-
11. Data: 2024-07-08 23:17:43
Temat: Re: Nordstrim
Od: Robert Tomasik <r...@g...pl>
W dniu 08.07.2024 o 17:09, J.F pisze:
>> napastniczej ani Niemcy, ani Europa nie chciała kupić gazu od
>> Rosjan wysadzanie rurociągu dla Chin czy inne go kraju spoza Unii
>> Europejskiej moim zdaniem sensu nie miało.
>
> Jedni nie chcieli, a inni by kupowali. Niemcy i Rosjanie mieli
> sprytny plan, ze pół Europy będą z tego gazociągu zasilać.> Jakies
> tam pewnie umowy mieli, i rezygnacja jednostronna mogłaby być
> kosztowna przez kary umowne.
A tak, to siła wyższa. W czasie wojny rurę uszkodzono.
>
>> Zainteresowani przerwaniem gazociągu w sytuacji, gdy nie można było
>> ze względów politycznych przetaczać gazu byli przede wszystkim
>> inwestorzy. Wysadzenie daje podstawę do żądania odszkodowania i da
>> natychmiastowy zwrot niezbyt celnej inwestycji.
>
> Owszem, ale: -wypłacono to odszkodowanie? -najwięcej to chyba by
> zyskały banki, które to sfinansowały, bo bez sprzedaży kiepsko z
> ratami. -czy tacy inwestorzy mieli środki, aby to wysadzić? Gazprom
> mógłby chyba liczyc na rosyjskie wojsko, pod warunkiem ze Putinowi by
> się plan spodobał ..
Nie wiem, czy wypłacono, ale na to mogli liczyć. Natomiast zastanawiam
się, na ile skomplikowane jest wysadzenie takiej instalacji. Wydaje mi
się, ze to kwestia umieszczenia na rurze ładunku kumulacyjnego.

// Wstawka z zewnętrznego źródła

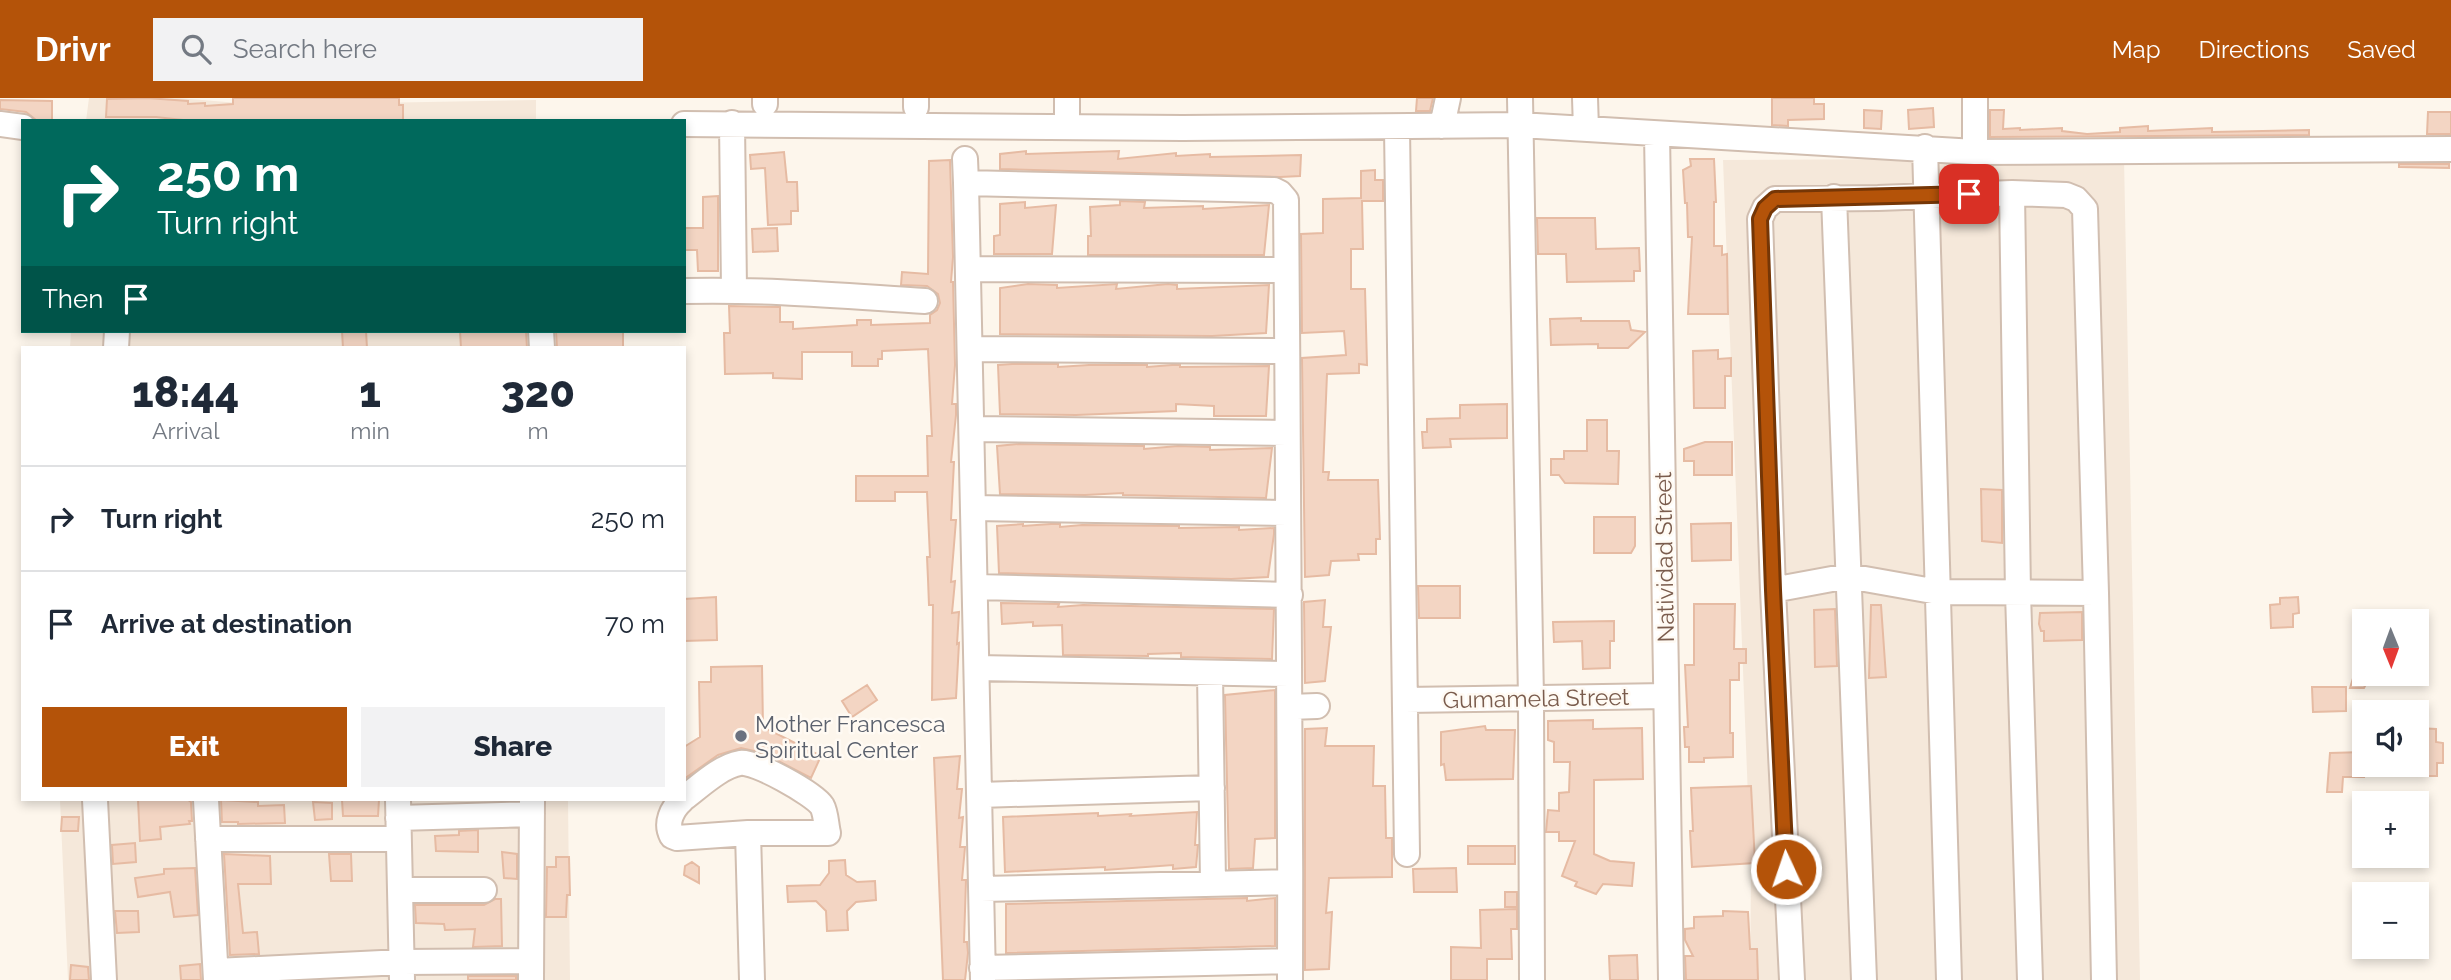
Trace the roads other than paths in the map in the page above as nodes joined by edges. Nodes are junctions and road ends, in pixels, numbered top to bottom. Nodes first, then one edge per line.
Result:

Głębokość rur Nord Stream w miejscu wybuchu różniła się w zależności od
konkretnego odcinka. W miejscu wybuchu pierwszego nitki Nord Stream 1,
na szwedzkiej wyłącznej strefie ekonomicznej, głębokość wody wynosiła
około 70-80 metrów. W miejscu wybuchu drugiego nitki Nord Stream 2, na
duńskiej wyłącznej strefie ekonomicznej, głębokość wody wynosiła około
80-90 metrów.
Dla nurka to dużo. Ale dla DRONa podwodnego? Z kabla mogli sterować.

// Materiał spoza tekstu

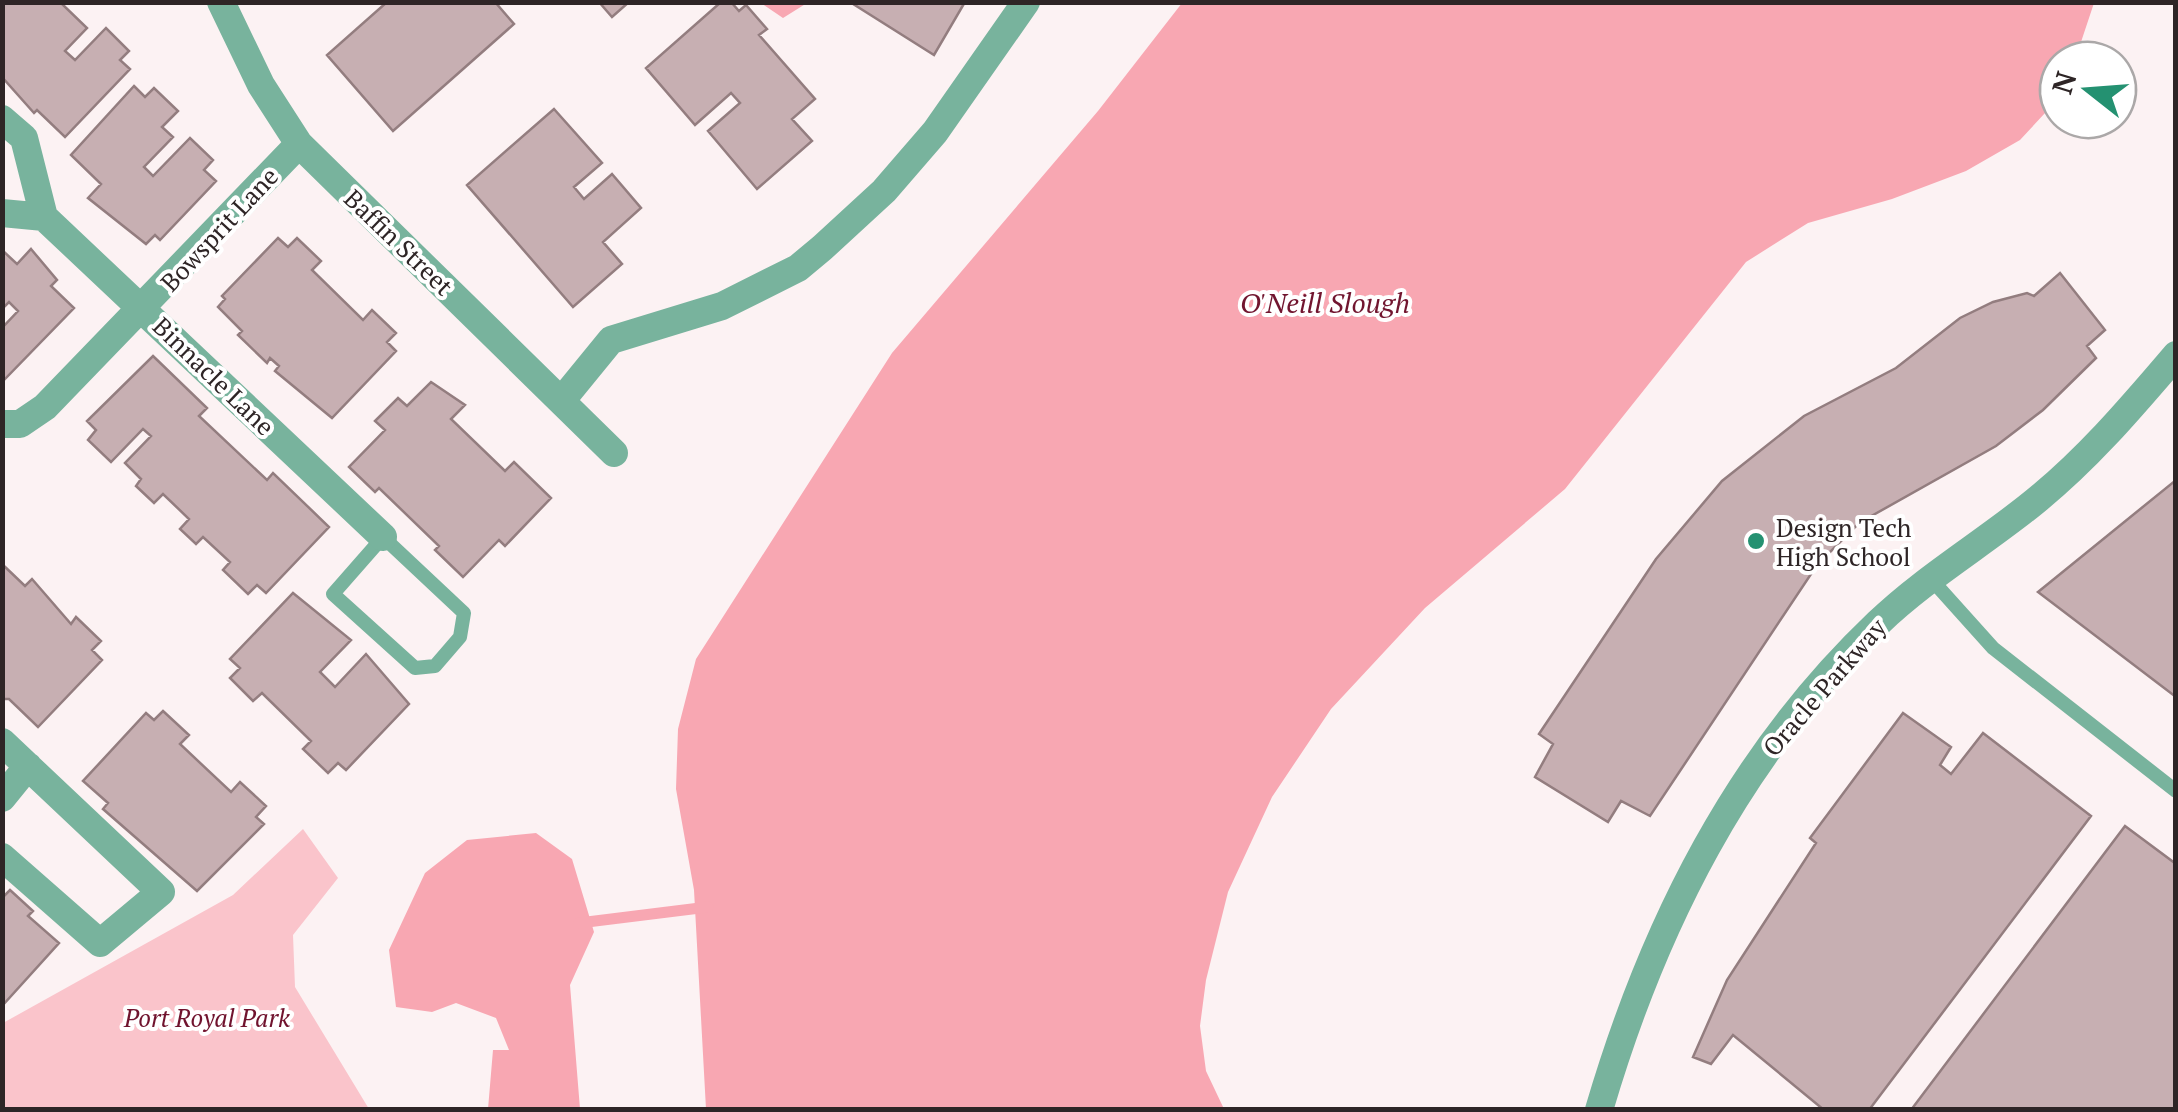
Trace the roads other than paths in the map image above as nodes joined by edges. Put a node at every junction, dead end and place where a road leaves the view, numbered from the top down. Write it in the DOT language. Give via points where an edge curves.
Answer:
graph roads {
  1 [pos="221,2"];
  2 [pos="1026,2"];
  3 [pos="2,119"];
  4 [pos="299,144"];
  5 [pos="2,213"];
  6 [pos="44,217"];
  7 [pos="144,309"];
  8 [pos="2176,356"];
  9 [pos="562,400"];
  10 [pos="2,424"];
  11 [pos="614,453"];
  12 [pos="382,537"];
  13 [pos="1931,579"];
  14 [pos="2,742"];
  15 [pos="28,766"];
  16 [pos="2176,790"];
  17 [pos="2,798"];
  18 [pos="2,857"];
  19 [pos="1598,1110"];
  1 -- 4 [label="street, Baffin Street"];
  2 -- 9 [label="street" via="935,132 822,248 798,268 722,306 611,340"];
  3 -- 6 [label="street" via="24,138"];
  4 -- 7 [label="street, Bowsprit Lane"];
  4 -- 9 [label="street, Baffin Street"];
  5 -- 6 [label="street"];
  6 -- 7 [label="street, Binnacle Lane"];
  7 -- 10 [label="street, Bowsprit Lane" via="45,407 20,424"];
  7 -- 12 [label="street, Binnacle Lane"];
  8 -- 13 [label="street, Oracle Parkway" via="2095,447 2031,505"];
  9 -- 11 [label="street, Baffin Street"];
  12 -- 12 [label="lane" via="333,594 415,668 434,666 460,637 464,613"];
  13 -- 16 [label="lane" via="1993,648"];
  13 -- 19 [label="street, Oracle Parkway" via="1834,667 1735,795 1670,916"];
  14 -- 15 [label="street"];
  15 -- 17 [label="street"];
  15 -- 18 [label="street" via="162,892 100,943"];
}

Kamera, plus ładunek kierunkowy. Grubość ścianki rur Nord Stream
wynosiła od 26,8 do 41 milimetrów, w zależności od konkretnego odcinka.
Rury były wykonane ze specjalnej stali o wysokiej wytrzymałości,
odpornej na korozję i ciśnienie. Oprócz stalowej ścianki, rury były
również pokryte warstwą betonu o grubości 60-110 milimetrów. Warstwa
betonu miała za zadanie chronić rury przed uszkodzeniami mechanicznymi i
korozją. Należy jednak zaznaczyć, że grubość ścianki nie była jedynym
czynnikiem decydującym o wytrzymałości rurociągu. Ważny był również
gatunek stali, z której rury były wykonane, oraz metoda spawania.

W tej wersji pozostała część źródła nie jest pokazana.